RETRATO
Sou vaga que te afaga nos teus momentos de desespero.
Sou a tormenta das tuas águas profundas que balançam no teu descanso e no teu cansaço perdido.
Sou peito doído e a luz que te domina. Sou eu quem te espera, retém a tua paz e se alucina no beijo.
Sou a hora do agora, que sem demora, ou no meu sorriso torto, se faz amor, se forma ser, se purifica ou se embriaga.

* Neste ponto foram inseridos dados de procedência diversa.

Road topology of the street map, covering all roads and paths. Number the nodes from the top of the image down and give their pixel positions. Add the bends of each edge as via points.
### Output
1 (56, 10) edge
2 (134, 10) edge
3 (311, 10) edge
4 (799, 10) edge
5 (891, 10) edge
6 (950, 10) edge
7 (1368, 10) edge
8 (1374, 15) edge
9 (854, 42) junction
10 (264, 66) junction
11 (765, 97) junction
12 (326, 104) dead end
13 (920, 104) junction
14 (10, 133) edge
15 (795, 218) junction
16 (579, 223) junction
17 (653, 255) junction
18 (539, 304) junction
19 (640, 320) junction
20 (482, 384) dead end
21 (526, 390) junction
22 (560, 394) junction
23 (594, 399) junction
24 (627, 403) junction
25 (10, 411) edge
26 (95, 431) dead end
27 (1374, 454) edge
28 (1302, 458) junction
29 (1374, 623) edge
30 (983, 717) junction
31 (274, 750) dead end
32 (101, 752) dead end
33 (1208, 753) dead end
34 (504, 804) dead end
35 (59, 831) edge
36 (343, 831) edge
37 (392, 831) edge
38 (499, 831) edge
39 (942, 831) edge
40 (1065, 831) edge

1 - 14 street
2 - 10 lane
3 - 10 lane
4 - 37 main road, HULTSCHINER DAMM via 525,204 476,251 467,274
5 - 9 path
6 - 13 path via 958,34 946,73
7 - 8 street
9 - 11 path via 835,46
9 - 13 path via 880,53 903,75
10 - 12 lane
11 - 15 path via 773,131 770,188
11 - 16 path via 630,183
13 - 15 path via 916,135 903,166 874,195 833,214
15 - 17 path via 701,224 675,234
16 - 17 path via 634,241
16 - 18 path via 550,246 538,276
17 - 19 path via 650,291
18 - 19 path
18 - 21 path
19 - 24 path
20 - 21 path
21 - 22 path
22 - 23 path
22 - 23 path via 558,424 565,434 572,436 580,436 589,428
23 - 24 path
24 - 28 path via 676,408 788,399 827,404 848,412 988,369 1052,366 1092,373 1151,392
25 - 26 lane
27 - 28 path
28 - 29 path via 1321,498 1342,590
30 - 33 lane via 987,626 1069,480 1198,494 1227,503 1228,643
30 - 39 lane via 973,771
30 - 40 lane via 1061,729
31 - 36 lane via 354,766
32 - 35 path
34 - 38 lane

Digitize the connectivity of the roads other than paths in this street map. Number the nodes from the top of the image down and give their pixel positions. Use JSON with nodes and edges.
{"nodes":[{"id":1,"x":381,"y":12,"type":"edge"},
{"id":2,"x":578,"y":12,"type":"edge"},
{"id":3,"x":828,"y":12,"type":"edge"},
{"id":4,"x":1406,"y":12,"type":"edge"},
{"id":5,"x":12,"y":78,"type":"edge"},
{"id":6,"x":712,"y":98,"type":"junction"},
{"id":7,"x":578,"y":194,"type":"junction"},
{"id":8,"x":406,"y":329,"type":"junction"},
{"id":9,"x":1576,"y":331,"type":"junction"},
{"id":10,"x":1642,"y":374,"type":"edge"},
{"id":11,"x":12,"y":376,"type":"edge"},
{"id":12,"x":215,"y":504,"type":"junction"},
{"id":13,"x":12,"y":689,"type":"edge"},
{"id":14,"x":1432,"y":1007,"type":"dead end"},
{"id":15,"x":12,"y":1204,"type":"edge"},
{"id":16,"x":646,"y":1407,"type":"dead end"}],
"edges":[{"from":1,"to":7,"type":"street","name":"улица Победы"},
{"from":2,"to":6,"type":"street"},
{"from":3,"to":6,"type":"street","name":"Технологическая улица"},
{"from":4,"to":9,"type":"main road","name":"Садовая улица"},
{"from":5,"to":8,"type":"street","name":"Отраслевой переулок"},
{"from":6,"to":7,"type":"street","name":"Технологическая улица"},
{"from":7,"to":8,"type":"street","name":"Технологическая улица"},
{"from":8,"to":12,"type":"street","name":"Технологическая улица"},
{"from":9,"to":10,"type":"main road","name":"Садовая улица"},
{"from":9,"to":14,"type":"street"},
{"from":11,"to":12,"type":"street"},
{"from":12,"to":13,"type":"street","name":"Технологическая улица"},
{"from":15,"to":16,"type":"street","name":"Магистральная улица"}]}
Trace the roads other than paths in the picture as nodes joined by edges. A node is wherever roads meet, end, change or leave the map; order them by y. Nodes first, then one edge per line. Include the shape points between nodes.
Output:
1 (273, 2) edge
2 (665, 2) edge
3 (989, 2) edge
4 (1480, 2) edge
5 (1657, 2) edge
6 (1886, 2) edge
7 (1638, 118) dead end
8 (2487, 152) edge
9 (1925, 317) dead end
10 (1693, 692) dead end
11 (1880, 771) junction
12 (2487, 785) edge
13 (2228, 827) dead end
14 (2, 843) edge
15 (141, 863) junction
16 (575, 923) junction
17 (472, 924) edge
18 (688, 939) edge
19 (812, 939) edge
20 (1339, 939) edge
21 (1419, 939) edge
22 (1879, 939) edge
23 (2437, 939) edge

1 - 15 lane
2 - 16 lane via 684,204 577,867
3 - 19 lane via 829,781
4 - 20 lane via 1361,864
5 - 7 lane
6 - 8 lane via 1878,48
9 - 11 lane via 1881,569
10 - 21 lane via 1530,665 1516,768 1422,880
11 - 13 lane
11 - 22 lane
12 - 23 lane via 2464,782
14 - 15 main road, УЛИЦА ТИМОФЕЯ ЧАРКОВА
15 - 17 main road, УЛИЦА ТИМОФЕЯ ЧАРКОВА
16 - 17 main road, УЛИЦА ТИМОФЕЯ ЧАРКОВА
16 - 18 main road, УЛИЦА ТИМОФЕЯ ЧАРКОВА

Mas sou vaga que te afaga nos teus momentos de chegar aflita e devagar. Sou o vagar do teu gesto, o princípio sem resto e um sonho que passou por passar.
Sou tua poesia, o poema que me profana, a palavra que te chama para o sol da manhã. Sou teu encontro, teu chegar a canaã e sou a tua jura na impura solidão dos meus delírios. E sou os campos, os lírios tantos e inexistentes.
Sou a esperança demente mas tantas vezes inocente, sou o só, o nó cego que não desata nunca, sou nada ou tudo, sou voz ou mudo, um grito solto, atravessado, sonhado, envolto, parado no mar.
Sou a lembrança que não inflama a agonia, mas que me pede mais um dia quando a vida já não mais me acolhe e eu já não te vejo. E, por favor, agora não me olhe.